Pedro Barri, MD: “This is not true in my opinion, anymore. In the case of normal patients with a good cohort of normal embryos in which we can select one, or a maximum of two embryos, to be replaced, and we can freeze the rest of the cohort of the embryos, we can have the advantage of a good freezing progress that will give us a final cumulative pregnancy rate, counting the first embryo replacement plus at least one cryo replacement and reaching 60%, 70% of cumulative pregnancy rate with a low multiple pregnancy rate, and I think that the goal is to reduce the multiple pregnancy rate without reducing the total pregnancy rate.”

Hugo Verhoeven, MD: “That’s the point. So maybe we should talk about blastocysts. You can give back two or three embryos on day 2 or 3 or give back two or three blastocysts on day 5? Blastocysts have a very high implantation rate, so giving back three blastocysts will induce a lot of high order multiple pregnancies. Correct?”

Pedro Barri, MD: “I think that in order for this policy of reducing the number of embryos to be replaced, you can work exactly in the same direction either by replacing on day two, day three, one or two selected embryos or by replacing on day five, six, a single blastocyst. 

But, it’s important to identify those patients, who will be or who are at higher risk of multiple pregnancy, and we have observed retrospectively, by analysing our own data, that the true parameters which were involved in the study of multiple pregnancy were the age of the patient and the number of top quality embryos. 

We have developed a scoring system, that I am going to present here, in which, according to the value of this score, there is a suggestion to replace one embryo, two embryos, or three embryos. We explain this score to each couple or to each patient and we let them know which are our suggestions for them, whether to give them back two embryos or a single one or three. But the final decision that depends on the couple’s decision and if they are well informed, they make their own decision.”

Hugo Verhoeven, MD: “Is there a law in your country, Spain, regulating how many embryos you are allowed to give back or is it the decision of the patient and the doctor?”

Pedro Barri, MD: “There is a law since 1980, but the law does not regulate this specific point, so this is a clinical decision taken by doctors and the patients. So there is no legal limit on the number of embryos to be replaced.”

Hugo Verhoeven, MD: “So, in conclusion, thanks to better techniques, we can culture much better embryos, the implantation rate for embryos will be higher so there is no reason anymore to give back a lot of embryos in order to compensate the low implantation rate per embryo … “

We know that in the Scandinavian countries the policy is to give back one embryo, the exception would be the patient who is older, who is 35, 36, 37, where they are going to give back maybe more embryos. Even in those patients, we are, in Germany, not allowed to give back more than three embryos. Is this correct?”

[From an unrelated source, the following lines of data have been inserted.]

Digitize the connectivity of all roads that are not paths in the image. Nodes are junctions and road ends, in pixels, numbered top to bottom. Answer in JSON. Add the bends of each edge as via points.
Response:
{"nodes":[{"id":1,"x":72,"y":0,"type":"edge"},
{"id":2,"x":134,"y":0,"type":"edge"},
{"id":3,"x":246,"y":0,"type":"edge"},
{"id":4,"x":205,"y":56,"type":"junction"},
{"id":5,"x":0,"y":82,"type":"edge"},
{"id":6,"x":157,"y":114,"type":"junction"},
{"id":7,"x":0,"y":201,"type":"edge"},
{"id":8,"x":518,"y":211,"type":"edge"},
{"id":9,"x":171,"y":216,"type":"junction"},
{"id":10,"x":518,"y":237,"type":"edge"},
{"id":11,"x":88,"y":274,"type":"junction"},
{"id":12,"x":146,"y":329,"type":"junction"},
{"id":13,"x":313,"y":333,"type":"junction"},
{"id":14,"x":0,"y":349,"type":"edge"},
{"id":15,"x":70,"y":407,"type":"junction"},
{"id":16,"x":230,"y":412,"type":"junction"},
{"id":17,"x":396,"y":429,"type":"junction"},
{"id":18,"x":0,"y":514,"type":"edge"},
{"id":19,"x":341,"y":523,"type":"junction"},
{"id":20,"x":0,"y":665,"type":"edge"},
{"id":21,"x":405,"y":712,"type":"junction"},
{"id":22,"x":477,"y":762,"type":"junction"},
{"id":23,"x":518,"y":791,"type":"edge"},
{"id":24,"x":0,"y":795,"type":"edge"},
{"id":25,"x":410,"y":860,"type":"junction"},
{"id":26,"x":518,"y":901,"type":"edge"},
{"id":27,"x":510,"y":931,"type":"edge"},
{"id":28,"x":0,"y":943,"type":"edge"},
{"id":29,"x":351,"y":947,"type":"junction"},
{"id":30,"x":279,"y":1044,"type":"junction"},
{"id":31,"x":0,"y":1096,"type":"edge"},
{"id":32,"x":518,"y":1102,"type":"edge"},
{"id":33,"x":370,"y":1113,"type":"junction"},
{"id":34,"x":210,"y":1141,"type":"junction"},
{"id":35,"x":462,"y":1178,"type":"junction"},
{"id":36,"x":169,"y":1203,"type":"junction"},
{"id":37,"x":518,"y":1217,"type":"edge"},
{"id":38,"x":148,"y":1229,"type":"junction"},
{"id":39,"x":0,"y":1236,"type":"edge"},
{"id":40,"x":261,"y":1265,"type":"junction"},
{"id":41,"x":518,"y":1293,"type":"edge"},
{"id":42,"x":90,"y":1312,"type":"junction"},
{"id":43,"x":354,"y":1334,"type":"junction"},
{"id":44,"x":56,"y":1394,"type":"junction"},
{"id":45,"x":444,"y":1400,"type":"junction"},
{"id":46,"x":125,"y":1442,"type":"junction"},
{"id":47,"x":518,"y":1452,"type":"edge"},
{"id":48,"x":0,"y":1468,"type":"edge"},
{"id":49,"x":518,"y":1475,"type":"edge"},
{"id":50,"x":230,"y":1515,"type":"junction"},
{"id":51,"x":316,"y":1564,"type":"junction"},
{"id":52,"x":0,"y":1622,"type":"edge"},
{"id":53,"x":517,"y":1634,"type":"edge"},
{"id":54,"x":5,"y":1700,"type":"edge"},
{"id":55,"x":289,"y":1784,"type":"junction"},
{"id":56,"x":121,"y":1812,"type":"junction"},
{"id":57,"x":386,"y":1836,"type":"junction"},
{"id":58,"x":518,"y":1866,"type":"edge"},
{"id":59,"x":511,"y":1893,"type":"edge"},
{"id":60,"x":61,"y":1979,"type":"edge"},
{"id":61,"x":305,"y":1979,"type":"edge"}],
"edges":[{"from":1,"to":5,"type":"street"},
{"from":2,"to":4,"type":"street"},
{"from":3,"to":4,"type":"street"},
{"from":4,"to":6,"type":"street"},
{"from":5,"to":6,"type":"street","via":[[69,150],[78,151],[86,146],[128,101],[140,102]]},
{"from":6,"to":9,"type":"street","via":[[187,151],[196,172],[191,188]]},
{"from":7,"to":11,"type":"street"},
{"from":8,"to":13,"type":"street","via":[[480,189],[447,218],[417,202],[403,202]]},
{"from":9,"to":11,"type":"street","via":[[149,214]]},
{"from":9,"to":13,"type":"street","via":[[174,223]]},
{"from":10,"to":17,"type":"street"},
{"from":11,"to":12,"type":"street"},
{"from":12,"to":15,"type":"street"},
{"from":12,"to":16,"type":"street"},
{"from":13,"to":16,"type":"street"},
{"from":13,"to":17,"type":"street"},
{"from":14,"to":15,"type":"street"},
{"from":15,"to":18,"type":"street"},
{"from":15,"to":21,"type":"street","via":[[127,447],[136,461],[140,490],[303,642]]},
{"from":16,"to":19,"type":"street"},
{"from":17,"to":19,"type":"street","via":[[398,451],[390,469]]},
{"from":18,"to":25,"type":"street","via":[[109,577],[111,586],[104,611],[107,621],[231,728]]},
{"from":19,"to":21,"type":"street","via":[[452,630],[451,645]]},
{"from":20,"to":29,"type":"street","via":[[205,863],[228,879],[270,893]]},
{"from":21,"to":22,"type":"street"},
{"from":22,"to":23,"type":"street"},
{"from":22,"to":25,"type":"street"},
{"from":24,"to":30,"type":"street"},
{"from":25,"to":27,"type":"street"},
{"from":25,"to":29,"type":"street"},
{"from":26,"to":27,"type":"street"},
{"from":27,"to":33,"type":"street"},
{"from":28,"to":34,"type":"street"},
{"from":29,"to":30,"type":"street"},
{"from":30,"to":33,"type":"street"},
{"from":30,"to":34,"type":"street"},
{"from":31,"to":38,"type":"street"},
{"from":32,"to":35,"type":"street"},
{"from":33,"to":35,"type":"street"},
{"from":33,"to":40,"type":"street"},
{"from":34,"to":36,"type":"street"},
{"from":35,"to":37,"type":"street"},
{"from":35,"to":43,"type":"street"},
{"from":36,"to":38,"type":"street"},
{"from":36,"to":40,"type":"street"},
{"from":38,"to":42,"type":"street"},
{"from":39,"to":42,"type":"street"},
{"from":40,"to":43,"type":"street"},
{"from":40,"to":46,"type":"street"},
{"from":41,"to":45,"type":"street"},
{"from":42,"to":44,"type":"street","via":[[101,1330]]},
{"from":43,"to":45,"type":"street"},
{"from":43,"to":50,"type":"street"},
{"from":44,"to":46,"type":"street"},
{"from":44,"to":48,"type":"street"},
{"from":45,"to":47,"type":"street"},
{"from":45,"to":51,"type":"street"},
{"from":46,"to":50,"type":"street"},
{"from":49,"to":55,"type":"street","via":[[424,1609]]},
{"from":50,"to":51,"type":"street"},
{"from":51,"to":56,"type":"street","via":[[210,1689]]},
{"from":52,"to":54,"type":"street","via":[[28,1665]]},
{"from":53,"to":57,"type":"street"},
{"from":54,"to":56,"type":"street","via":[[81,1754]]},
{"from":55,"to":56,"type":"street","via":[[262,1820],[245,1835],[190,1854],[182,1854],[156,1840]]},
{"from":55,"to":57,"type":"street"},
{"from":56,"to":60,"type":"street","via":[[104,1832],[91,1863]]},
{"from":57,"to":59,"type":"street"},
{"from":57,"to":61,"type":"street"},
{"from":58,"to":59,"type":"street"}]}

Pedro Barri, MD: “I fully agree. I think the final message is exactly this one, that we have to select patients with good quality embryos and in these patients their pregnancy rates will not be effected by reducing from three to two or from two to one the number of embryos which we selectively replace. 

In cases of patients over 38 or over 40 years of age, I think that their prognosis is poor and, of course, you can replace three or maybe four embryos, but their chances of getting pregnant are low and their chances of receiving a multiple pregnancy are also low. I think that the good condition is for the general population is exactly the same, the same that you have mentioned before.”

Hugo Verhoeven, MD: “And to conclude in a provocative way, centres who are advising their patients to have a transfer of more then three embryos, is this a proof of bad laboratory quality?” 

Pedro Barri, MD: “I don’t want to say bad, but I think the standard IVF program with standard cleavage and fertilization rates should recommend this policy of reducing the percentage of embryo replacement with three embryos replaced and move to a high percentage of double embryo transfers or single embryo transfers.”

Hugo Verhoeven, MD: “Dr. Barri, this was very, very informative for all of us. Thank you very much. Muchas gracias.”

Pedro Barri, MD: “You’re welcome. Denada.”